__STORED DATA__.
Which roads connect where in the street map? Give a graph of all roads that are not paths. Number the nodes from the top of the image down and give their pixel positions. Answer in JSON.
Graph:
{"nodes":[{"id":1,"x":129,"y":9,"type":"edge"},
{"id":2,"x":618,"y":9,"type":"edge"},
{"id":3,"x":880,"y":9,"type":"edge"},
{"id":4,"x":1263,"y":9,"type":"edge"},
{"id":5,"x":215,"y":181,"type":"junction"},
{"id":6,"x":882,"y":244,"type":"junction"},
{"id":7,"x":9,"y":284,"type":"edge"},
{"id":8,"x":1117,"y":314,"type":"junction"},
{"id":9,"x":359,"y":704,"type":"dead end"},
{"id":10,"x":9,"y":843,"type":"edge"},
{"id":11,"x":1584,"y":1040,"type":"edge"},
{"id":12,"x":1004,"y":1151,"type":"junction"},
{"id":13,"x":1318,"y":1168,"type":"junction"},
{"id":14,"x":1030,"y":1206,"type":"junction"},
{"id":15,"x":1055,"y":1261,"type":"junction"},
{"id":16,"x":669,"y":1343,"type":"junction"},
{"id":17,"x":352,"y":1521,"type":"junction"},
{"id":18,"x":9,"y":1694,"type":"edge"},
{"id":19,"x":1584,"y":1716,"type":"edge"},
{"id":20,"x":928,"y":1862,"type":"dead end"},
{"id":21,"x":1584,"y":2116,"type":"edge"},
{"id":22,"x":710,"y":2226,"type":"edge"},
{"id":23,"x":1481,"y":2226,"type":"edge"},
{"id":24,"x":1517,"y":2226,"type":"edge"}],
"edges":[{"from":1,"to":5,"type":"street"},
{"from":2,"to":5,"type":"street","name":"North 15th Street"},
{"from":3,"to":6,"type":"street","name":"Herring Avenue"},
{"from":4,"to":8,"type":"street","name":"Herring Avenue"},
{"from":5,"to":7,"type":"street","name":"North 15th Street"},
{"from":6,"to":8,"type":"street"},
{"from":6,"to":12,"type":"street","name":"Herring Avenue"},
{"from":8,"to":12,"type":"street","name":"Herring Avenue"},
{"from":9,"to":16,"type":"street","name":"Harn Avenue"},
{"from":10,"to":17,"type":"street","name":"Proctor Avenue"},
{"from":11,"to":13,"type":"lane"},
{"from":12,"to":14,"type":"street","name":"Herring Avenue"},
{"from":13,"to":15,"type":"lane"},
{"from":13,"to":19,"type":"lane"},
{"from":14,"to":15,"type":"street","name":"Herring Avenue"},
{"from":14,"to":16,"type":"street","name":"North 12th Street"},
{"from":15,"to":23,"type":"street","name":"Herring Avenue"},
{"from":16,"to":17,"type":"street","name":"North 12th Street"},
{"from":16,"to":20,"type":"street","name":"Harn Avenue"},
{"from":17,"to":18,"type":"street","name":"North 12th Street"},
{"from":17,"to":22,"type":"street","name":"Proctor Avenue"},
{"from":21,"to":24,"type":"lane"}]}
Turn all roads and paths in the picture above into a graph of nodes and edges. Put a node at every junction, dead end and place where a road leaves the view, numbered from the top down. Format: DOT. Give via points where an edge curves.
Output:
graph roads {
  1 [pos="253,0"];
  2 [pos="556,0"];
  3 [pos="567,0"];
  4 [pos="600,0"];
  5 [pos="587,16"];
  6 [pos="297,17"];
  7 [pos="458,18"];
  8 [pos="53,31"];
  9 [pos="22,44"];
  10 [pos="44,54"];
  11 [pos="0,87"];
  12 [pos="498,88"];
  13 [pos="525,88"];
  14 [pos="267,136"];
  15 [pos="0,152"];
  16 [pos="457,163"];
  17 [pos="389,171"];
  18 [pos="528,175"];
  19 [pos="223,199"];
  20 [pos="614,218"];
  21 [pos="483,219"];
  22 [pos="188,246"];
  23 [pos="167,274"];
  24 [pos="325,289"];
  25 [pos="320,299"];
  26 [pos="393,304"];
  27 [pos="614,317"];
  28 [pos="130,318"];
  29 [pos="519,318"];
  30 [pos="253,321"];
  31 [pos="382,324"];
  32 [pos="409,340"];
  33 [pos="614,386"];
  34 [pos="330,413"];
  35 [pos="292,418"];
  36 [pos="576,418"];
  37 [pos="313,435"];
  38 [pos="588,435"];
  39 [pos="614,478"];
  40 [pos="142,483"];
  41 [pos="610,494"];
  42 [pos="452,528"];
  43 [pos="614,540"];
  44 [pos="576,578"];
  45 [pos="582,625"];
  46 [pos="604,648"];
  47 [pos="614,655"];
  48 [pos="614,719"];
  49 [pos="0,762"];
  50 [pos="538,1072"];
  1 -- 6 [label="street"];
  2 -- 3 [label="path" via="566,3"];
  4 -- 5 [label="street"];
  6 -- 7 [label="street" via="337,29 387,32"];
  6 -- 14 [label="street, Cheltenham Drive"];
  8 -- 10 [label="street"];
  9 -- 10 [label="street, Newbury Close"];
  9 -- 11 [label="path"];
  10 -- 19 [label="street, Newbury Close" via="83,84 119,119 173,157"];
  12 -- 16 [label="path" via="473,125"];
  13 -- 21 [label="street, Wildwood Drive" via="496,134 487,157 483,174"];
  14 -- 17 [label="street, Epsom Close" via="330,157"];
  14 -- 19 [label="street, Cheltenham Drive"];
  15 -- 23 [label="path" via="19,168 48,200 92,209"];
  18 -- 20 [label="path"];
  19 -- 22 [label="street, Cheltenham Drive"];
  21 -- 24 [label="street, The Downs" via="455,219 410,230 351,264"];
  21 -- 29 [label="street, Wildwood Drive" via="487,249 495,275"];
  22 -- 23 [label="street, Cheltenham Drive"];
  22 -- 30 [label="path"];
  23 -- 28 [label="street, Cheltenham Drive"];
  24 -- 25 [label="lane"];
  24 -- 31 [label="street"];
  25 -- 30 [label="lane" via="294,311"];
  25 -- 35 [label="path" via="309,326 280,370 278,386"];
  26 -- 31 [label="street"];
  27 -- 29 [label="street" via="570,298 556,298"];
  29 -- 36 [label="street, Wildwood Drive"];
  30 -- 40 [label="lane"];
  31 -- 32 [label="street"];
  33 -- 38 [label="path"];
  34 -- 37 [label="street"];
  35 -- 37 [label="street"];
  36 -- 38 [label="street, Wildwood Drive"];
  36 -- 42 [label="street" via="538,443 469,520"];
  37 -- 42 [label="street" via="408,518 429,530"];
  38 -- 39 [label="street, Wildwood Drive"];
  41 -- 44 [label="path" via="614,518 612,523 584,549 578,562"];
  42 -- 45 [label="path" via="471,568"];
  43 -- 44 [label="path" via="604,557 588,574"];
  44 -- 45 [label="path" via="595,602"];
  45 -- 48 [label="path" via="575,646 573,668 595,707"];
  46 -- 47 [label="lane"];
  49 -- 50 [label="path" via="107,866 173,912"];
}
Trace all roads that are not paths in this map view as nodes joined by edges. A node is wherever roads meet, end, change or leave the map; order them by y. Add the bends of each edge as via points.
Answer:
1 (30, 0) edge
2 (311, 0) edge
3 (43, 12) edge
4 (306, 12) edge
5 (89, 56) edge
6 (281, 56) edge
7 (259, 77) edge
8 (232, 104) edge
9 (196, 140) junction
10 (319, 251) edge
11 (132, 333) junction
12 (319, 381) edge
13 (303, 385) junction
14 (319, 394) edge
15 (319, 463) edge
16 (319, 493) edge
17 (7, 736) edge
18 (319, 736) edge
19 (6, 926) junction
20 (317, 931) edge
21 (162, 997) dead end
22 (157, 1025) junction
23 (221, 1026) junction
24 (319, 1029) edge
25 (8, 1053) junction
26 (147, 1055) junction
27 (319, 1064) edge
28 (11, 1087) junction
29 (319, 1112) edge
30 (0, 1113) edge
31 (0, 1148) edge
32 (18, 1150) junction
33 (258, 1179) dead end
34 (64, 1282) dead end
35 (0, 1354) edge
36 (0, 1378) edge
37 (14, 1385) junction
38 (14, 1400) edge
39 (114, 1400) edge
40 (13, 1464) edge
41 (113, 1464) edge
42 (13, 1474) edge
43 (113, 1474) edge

__TASK INSTRUCTIONS__. State the number of lines in the material holding the word "that". Add nothing else.

__SOLVED PROBLEM__. 2